One way of changing your appearance without surgery is to add some decoration with tattoos or piercings, both of which can also be taken to extremes. Tattooing is an ancient art form dating at least as far back as ancient Egypt. Egyptian mummies have been found with tattoos. Many ethnic communities have a long tradition of tattooing. In the 19th and early 20th century it was popular among circus performers. Today tattooing has never been so popular. Almost every high street now has at least one tattoo studio.


Body piercing also has a long history. The oldest ever discovered mummified remains had earrings. Ear and nose piercings are still the most popular, but lips, nipples, tongues and genitals are also commonly adorned with piercings.


Elaine Davidson, the 'Most Pierced Woman' in the world as of 2009 By George Gastin (Public domain, Wikimedia Commons).

Conclusion

Why do some people find it necessary to change or augment the body that nature has given them? I must admit I do find it puzzling. I’ve never even had an ear pierced, let alone a nipple, and neither have I allowed ink to be injected into my skin.

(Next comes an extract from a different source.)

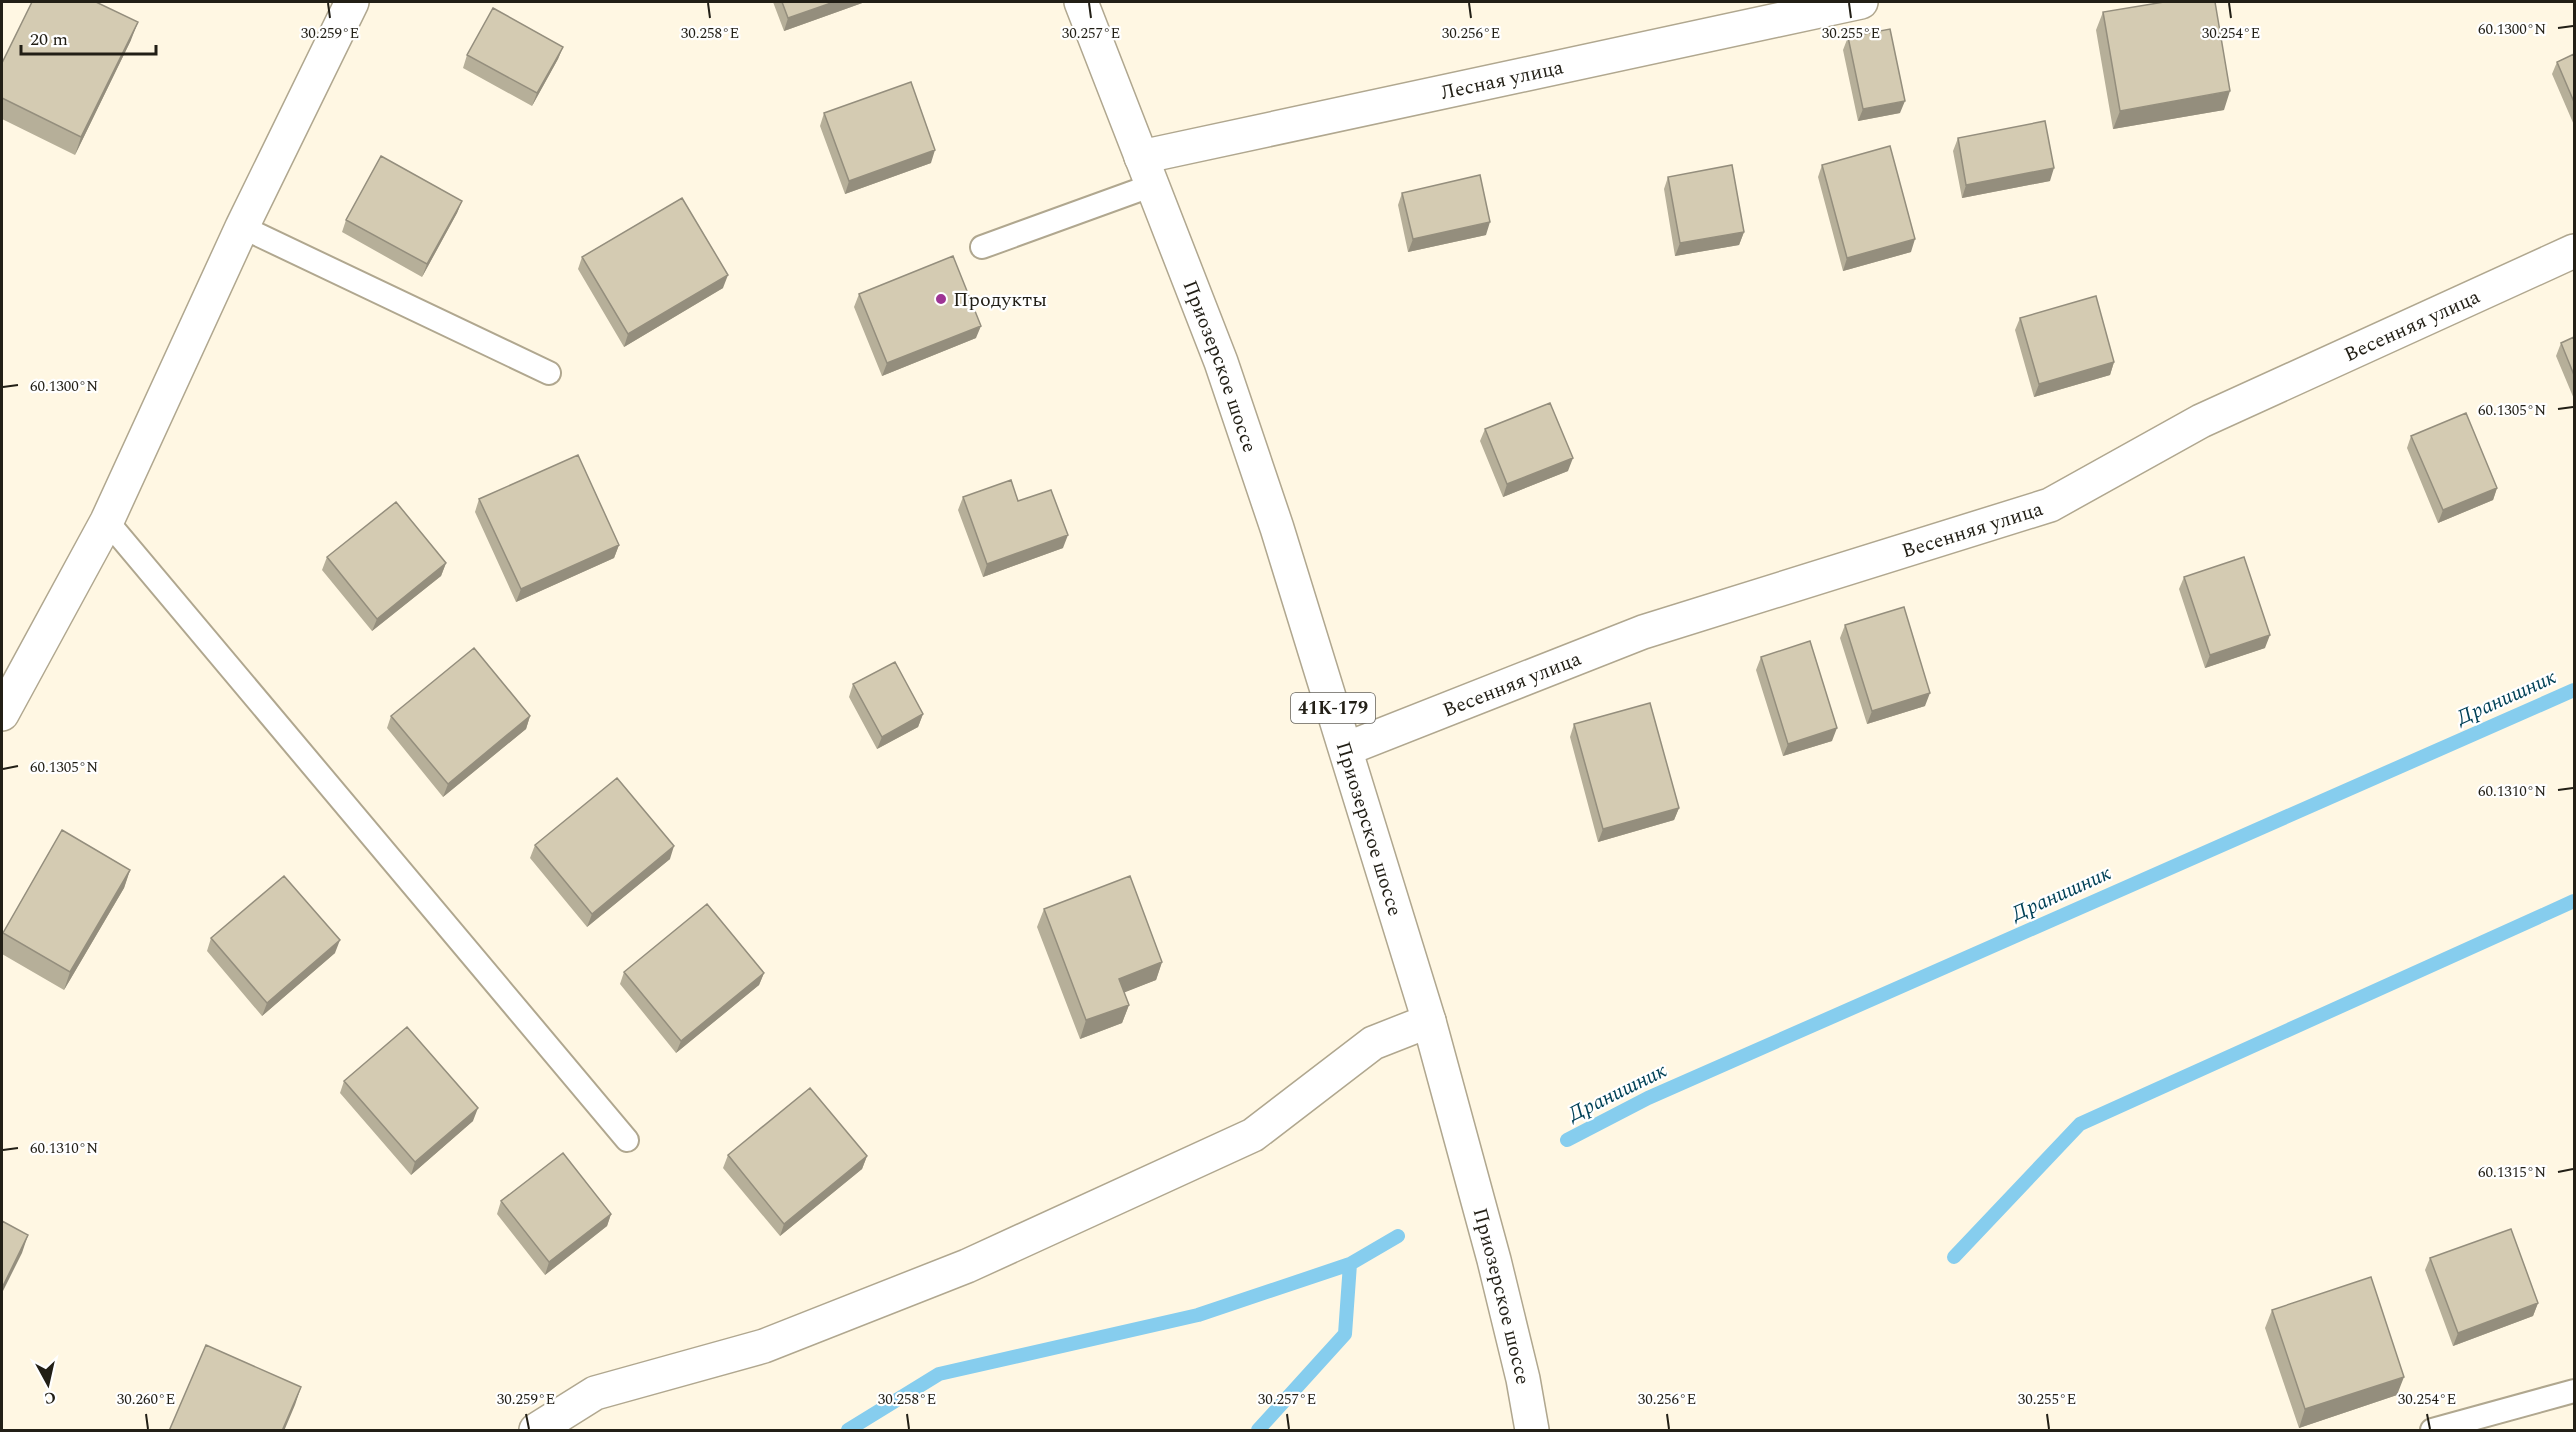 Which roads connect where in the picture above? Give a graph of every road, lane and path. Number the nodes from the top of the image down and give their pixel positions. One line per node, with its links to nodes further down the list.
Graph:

My bodily integrity is very important to me, and the idea of it being breached without good medical reasons is quite abhorrent to me.

 

But then again, am I really immune? I may not have deliberately made permanent alterations to my body, but I do wear makeup, being seldom seen in public without my face on, and of course there are those deformed feet, the result of a youthful commitment to fashion which is now only a distant memory. Perhaps there is a fine line between physical self-expression and self-obsession.

 

I do wonder if, perhaps, it is sometimes a dissatisfaction with the inner self which results in a fixation with our outside appearance. Social media clearly bears a great deal of responsibility for this due to its tendency to make us compare our lives to those of others in an unnecessarily competitive way. Increasingly, young people in particular are being encouraged to aspire to impossible standards of physical perfection as portrayed by digitally-enhanced images. I can't help thinking that if only as much attention could be focused on their inner lives and their intellect as on their external appearances they would be much happier. But who am I to criticise? If someone had warned me when I was sixteen that my high-heeled winkle pickers would destroy my feet, would I have listened? Of course not.